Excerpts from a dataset
====
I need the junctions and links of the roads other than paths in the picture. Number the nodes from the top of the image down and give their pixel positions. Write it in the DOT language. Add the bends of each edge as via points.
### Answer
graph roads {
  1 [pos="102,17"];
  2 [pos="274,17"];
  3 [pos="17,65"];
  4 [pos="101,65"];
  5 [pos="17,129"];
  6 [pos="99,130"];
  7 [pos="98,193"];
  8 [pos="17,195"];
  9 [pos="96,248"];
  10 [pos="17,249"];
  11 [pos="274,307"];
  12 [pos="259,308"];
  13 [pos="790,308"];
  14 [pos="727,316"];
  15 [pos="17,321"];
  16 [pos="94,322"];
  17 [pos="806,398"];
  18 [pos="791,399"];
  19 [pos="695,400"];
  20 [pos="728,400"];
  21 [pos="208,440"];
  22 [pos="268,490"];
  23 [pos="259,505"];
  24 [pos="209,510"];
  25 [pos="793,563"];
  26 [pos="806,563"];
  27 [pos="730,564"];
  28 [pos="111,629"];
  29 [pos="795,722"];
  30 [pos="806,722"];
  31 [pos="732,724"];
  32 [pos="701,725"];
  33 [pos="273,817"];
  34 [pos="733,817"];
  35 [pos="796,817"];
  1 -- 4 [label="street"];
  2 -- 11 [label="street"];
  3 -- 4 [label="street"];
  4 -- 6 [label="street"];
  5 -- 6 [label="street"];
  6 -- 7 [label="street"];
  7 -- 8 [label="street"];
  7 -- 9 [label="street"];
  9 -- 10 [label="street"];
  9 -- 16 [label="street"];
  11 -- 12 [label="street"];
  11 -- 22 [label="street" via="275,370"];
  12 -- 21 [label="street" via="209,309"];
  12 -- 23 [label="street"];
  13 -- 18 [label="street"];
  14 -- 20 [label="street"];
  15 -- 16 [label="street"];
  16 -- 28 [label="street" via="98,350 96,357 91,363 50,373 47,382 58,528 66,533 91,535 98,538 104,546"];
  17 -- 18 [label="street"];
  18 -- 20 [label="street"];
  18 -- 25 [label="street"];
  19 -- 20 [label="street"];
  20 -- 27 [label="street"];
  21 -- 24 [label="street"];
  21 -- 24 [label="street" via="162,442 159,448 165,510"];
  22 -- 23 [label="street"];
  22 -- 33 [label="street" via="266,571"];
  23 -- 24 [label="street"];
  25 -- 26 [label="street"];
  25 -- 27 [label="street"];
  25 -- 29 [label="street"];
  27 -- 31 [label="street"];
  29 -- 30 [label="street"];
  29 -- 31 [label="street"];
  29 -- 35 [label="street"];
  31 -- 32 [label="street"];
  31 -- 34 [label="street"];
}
====
◆ Your instructions:
What lines in the data above contain the word "roads"? Copy them all.

◆ Your response:
I need the junctions and links of the roads other than paths in the picture. Number the nodes from the top of the image down and give their pixel positions. Write it in the DOT language. Add the bends of each edge as via points.
graph roads {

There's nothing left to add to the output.